Of course, the Number Pieces differ from Cage’s printed poetry and his visual pieces in the amount of variability that can occur from performance to performance—variability made possible by the composer’s use of time brackets specifying ranges of start- and end-times for every sound in one of the works. So long as the performer observes these ranges, she can make a sound as short, long, loud, or soft as she wants. The unchanging durations of the time brackets ensure that the playing time of the composition remain the same and that the events of those pieces occur in more or less the same order.

Short, loud sounds in performances of Cage’s Number Pieces always remind me of the brandings or tracings in Cage’s prints—they are more gestural, more demonstrative than the longer sounds and silences. Sometimes I find the loud sounds annoy me—they remind me too much of another kind of modern music that seems at odds with the Number Pieces. But their presence helps to keep the music unpredictable and astonishing, qualities Cage surely sought in his composition. And in the best performances of these works—almost magically—they somehow join with everything else to create a continuity, an environment in which every type of sound has its place.

Cage scored 108 (1991) for the largest number of players in any of the Number Pieces. Its duration of 43’30” makes an oblique reference to his groundbreaking 4’33” (1952). And the work can be played on its own or with either of two solo works from the same year, One8 (for cello) and One9 for the sho, a mouth organ with bamboo pipes that acts as one of the harmony-producing instruments in Japanese gagaku. Both solo works were composed for artists very important in Cage’s final years. The cellist Michael Bach had invented a curved bow that permitted him to play sustained chords, while Mayumi Miyata had pioneered the sho as a contemporary concert instrument. Cage first met Miyata during his historic return to the 1990 Darmstadt summer course; the composer was enchanted with the sound of her instrument and produced in all three works for her. (The second of these works, Two4, has been released on Mode 88.)
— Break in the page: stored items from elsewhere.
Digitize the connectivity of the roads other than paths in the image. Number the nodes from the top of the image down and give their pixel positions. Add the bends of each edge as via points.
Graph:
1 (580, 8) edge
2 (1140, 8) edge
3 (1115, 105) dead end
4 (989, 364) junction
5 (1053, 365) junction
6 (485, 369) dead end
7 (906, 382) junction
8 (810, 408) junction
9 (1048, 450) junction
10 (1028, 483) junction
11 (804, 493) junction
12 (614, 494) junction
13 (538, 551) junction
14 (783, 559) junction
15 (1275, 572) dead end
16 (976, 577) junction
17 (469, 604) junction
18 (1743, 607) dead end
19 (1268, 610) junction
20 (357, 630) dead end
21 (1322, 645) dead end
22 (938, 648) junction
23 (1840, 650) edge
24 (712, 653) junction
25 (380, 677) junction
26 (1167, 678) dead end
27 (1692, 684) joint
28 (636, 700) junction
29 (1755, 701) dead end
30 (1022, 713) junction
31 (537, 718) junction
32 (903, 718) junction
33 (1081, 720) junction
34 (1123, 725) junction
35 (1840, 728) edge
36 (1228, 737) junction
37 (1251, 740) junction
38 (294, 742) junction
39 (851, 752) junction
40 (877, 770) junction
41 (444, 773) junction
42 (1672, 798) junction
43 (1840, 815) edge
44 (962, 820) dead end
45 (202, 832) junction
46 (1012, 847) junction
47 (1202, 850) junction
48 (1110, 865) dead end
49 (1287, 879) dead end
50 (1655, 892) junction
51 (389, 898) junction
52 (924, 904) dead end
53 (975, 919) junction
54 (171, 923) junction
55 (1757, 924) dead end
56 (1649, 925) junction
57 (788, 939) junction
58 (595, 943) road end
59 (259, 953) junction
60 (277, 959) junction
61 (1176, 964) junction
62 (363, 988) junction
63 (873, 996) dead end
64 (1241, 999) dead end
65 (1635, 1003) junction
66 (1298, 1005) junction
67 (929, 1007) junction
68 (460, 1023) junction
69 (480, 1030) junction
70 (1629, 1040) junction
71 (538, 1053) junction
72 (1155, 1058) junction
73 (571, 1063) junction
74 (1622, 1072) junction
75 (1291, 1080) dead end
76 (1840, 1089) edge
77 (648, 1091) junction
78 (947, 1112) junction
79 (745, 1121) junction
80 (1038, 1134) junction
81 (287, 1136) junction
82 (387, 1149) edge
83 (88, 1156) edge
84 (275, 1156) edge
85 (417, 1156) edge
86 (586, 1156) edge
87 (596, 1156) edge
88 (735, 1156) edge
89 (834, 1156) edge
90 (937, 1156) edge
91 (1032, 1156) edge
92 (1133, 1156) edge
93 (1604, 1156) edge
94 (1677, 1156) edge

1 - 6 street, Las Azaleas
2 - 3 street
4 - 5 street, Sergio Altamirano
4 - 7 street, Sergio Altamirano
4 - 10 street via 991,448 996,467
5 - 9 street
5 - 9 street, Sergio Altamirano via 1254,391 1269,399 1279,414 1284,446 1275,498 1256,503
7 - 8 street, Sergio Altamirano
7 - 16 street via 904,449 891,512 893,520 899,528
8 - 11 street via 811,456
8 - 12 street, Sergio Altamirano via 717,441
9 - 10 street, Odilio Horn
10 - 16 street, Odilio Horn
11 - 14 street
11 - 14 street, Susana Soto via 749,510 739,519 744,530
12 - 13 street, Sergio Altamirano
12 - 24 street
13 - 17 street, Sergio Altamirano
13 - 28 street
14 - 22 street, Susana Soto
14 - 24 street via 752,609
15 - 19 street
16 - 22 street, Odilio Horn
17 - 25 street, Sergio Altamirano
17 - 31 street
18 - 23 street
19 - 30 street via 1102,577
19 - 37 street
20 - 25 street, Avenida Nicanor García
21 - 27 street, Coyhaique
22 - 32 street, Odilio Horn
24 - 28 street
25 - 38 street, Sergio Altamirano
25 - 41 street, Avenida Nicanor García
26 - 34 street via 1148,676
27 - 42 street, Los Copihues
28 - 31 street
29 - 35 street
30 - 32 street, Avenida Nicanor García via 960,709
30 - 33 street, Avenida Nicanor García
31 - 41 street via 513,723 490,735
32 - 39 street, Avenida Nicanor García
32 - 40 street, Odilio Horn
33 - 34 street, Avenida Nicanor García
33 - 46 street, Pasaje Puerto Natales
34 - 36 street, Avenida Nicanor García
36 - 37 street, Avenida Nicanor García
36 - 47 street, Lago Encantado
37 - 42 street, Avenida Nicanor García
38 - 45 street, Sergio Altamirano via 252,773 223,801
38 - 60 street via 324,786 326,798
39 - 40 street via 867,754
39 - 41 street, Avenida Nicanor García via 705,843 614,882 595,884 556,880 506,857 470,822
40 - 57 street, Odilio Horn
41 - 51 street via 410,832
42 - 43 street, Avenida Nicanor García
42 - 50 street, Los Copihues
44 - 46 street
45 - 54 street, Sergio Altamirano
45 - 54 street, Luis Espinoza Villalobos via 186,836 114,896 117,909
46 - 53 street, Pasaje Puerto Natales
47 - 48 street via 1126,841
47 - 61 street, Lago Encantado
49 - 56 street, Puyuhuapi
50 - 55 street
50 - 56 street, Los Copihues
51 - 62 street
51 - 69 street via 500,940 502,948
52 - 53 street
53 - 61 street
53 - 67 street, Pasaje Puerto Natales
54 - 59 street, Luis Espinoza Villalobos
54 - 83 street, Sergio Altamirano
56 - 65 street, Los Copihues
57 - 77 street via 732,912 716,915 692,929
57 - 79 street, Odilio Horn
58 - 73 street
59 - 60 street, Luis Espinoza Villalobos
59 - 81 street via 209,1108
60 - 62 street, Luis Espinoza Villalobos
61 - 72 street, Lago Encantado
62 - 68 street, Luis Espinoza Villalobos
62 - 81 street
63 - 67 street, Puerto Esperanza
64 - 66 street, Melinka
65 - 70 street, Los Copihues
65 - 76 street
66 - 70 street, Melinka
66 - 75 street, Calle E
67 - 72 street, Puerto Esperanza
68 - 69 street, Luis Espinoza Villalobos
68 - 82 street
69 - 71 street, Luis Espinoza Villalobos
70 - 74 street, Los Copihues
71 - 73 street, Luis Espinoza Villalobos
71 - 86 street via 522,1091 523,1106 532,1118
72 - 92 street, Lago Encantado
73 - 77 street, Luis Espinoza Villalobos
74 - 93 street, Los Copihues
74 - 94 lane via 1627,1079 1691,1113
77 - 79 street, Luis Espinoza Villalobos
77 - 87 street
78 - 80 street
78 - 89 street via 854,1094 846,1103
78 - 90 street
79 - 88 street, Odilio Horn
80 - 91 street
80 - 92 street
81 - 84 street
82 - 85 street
As was his habit, Cage wanted to learn as many possibilities for a new instrument or medium as he could before composing a work, and among his papers are copious notes indicating all of the single tones and clusters (aitake) that the sho could play, both familiar and unfamiliar. Once this material was in place, he could then use chance operations to choose which of all these possibilities would become the sounds for his new pieces, thus producing results that he hoped would surprise and interest him when he finally heard them performed.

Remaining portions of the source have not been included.